-------- SUPPLIED INFORMATION

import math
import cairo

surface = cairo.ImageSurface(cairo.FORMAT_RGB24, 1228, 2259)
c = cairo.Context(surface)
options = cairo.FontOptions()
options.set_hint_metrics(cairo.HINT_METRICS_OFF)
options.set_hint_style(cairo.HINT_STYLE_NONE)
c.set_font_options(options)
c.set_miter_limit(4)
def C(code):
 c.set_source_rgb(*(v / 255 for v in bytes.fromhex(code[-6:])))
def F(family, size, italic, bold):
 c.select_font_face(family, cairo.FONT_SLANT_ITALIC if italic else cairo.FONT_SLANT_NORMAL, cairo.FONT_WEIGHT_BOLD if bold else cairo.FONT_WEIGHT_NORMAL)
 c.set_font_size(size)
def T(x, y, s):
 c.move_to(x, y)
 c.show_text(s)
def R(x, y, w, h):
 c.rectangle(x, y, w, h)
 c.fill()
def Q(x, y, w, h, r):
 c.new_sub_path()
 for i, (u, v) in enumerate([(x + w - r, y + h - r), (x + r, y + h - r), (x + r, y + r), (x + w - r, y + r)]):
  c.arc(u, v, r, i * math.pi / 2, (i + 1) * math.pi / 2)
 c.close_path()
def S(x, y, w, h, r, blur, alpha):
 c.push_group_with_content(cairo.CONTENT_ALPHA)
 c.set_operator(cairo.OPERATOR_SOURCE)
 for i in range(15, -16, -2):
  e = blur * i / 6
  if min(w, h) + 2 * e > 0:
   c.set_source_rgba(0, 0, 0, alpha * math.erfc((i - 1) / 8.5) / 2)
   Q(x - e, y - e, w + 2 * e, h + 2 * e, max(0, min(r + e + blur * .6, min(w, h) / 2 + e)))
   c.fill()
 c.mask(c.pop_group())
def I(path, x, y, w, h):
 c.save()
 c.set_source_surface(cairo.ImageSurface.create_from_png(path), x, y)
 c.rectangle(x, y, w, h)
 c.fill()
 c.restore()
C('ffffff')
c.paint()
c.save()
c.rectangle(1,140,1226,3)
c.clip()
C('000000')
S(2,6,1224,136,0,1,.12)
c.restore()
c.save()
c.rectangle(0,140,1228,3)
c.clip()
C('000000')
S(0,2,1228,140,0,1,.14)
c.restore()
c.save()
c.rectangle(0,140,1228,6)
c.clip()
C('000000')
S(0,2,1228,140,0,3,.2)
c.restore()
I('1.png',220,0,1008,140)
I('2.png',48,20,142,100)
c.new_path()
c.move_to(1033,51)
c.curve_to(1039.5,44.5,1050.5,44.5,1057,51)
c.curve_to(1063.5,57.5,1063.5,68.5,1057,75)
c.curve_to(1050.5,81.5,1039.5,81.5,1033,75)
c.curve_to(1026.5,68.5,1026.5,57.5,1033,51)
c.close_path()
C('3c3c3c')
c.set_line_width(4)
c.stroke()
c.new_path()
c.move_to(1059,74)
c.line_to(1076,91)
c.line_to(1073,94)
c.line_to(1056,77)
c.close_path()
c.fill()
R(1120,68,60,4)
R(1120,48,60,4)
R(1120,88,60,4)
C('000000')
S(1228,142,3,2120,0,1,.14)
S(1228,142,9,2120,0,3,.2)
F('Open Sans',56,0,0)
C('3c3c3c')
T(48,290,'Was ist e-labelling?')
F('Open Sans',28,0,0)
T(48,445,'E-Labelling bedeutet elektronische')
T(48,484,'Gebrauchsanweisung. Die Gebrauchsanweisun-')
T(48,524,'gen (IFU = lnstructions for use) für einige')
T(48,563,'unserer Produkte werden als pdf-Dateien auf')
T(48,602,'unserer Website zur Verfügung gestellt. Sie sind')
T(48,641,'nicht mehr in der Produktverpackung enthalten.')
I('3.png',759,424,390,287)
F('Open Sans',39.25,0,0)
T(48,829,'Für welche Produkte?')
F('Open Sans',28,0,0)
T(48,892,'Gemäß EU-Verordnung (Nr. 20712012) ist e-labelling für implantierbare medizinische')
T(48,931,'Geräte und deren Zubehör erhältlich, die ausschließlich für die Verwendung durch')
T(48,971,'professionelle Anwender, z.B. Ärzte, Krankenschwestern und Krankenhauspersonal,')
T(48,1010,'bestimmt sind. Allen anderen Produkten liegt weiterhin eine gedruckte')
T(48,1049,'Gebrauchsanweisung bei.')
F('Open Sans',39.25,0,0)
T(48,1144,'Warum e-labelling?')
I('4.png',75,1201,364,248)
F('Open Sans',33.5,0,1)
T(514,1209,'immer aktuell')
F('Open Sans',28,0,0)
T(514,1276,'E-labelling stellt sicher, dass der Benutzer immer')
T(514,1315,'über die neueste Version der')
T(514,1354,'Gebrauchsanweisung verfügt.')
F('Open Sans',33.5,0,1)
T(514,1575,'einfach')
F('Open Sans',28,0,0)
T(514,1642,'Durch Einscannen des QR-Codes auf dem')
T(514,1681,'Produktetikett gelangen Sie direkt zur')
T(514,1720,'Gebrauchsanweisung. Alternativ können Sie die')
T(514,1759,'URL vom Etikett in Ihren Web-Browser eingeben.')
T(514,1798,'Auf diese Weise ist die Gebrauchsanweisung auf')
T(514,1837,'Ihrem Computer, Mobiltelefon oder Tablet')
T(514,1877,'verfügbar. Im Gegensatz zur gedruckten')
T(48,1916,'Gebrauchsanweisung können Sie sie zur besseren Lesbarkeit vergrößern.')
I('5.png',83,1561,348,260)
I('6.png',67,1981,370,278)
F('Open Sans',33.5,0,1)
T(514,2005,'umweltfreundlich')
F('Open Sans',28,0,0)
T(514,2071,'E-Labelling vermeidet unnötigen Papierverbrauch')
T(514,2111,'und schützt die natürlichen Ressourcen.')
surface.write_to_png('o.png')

----------------
-------- SUPPLIED INFORMATION

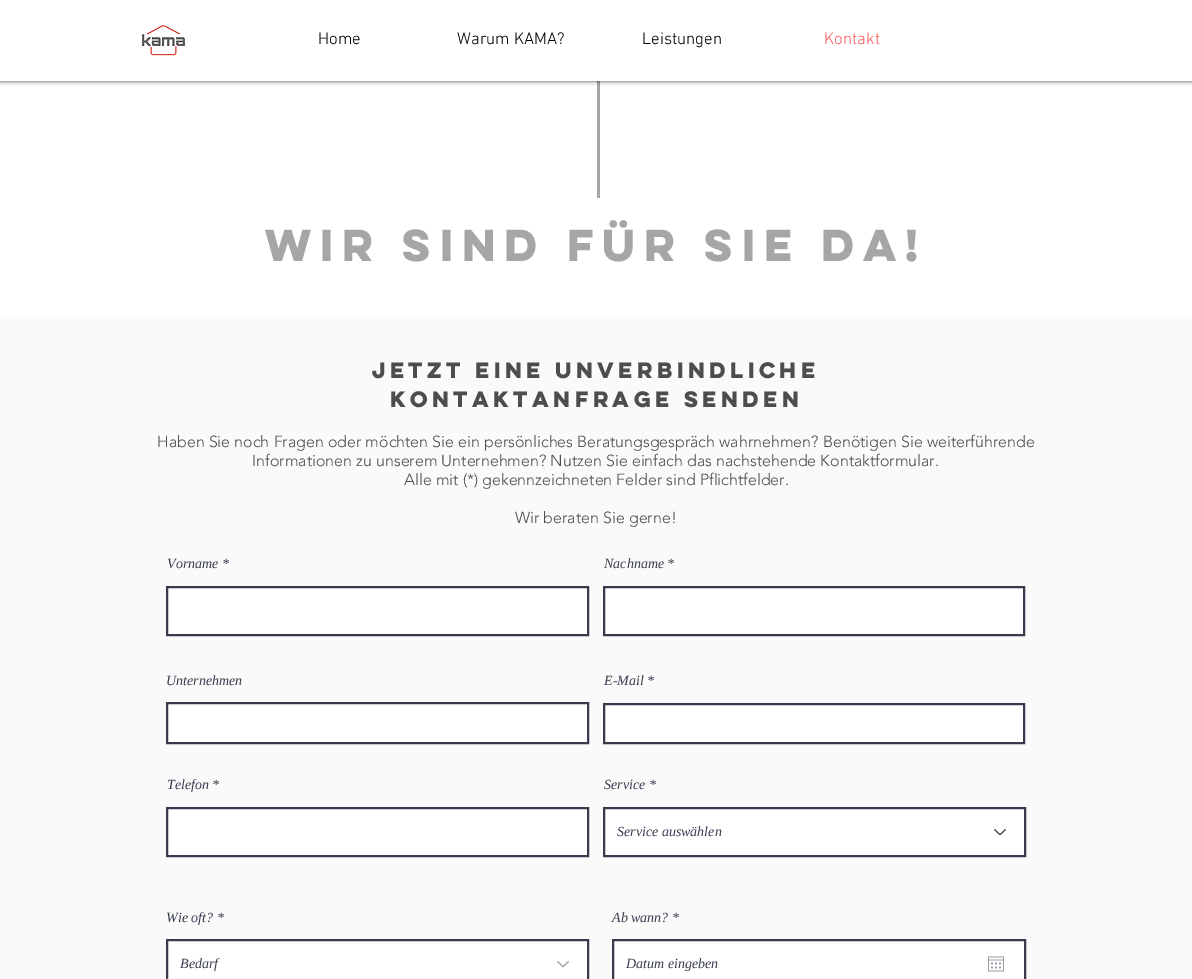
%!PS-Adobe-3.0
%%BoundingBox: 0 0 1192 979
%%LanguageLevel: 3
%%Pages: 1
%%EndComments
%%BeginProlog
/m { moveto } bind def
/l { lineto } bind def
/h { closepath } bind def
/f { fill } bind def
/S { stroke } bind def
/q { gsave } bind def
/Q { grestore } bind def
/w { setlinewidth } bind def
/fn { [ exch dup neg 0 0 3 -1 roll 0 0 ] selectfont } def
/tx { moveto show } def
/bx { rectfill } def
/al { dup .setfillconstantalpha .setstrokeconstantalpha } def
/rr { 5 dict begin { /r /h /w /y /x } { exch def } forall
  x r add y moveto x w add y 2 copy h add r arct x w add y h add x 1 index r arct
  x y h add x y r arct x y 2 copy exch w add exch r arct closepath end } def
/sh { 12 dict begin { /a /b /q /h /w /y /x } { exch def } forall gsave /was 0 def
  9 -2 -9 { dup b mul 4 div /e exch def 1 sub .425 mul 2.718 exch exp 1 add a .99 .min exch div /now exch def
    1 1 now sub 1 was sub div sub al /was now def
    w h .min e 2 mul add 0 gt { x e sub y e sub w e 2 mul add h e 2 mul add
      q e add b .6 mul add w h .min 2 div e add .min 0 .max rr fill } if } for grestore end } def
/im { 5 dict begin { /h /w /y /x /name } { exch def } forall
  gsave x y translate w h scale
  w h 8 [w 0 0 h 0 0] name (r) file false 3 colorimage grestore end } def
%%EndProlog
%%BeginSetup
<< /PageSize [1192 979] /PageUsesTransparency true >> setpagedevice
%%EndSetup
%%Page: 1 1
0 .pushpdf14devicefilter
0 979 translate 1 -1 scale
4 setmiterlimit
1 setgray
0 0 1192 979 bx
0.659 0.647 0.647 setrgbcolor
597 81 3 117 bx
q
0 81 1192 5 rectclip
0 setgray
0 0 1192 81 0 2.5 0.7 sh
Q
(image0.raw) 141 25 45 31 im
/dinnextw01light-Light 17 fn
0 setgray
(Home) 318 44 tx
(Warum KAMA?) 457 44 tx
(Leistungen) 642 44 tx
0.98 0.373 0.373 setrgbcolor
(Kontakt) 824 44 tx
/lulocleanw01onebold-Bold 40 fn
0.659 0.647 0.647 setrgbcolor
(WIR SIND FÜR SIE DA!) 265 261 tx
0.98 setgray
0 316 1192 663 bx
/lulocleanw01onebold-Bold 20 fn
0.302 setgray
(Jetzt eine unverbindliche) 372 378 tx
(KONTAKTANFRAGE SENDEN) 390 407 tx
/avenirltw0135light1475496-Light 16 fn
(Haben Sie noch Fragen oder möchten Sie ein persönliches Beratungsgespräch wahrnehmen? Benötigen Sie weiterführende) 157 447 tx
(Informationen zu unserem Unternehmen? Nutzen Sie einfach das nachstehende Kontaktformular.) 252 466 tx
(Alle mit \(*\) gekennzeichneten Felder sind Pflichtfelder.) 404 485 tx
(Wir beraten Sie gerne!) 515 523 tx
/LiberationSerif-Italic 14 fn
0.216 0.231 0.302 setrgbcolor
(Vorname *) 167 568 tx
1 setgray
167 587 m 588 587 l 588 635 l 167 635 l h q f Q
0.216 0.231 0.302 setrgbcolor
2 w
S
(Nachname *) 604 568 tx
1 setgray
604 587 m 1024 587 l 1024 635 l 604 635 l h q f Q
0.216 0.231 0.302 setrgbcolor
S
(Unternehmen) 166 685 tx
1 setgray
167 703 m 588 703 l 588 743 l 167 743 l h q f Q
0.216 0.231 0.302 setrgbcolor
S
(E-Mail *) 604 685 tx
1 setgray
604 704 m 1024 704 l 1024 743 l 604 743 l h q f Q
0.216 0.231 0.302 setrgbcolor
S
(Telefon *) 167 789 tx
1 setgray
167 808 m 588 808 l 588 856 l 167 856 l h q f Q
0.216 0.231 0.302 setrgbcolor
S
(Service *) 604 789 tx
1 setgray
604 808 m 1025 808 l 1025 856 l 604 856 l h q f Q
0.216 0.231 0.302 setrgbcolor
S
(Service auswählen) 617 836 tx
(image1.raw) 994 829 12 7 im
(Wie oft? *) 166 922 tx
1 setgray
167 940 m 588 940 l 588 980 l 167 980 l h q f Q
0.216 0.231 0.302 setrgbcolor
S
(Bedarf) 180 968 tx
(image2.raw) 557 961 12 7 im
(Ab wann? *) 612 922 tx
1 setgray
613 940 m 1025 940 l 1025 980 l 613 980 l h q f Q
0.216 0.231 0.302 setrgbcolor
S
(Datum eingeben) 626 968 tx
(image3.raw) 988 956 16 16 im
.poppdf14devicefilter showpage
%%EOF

----------------

PROBLEM:
What lines in the material above include "cairo"? Copy every one of them.

ANSWER BOX:
import cairo
surface = cairo.ImageSurface(cairo.FORMAT_RGB24, 1228, 2259)
c = cairo.Context(surface)
options = cairo.FontOptions()
options.set_hint_metrics(cairo.HINT_METRICS_OFF)
options.set_hint_style(cairo.HINT_STYLE_NONE)
 c.select_font_face(family, cairo.FONT_SLANT_ITALIC if italic else cairo.FONT_SLANT_NORMAL, cairo.FONT_WEIGHT_BOLD if bold else cairo.FONT_WEIGHT_NORMAL)
 c.push_group_with_content(cairo.CONTENT_ALPHA)
 c.set_operator(cairo.OPERATOR_SOURCE)
 c.set_source_surface(cairo.ImageSurface.create_from_png(path), x, y)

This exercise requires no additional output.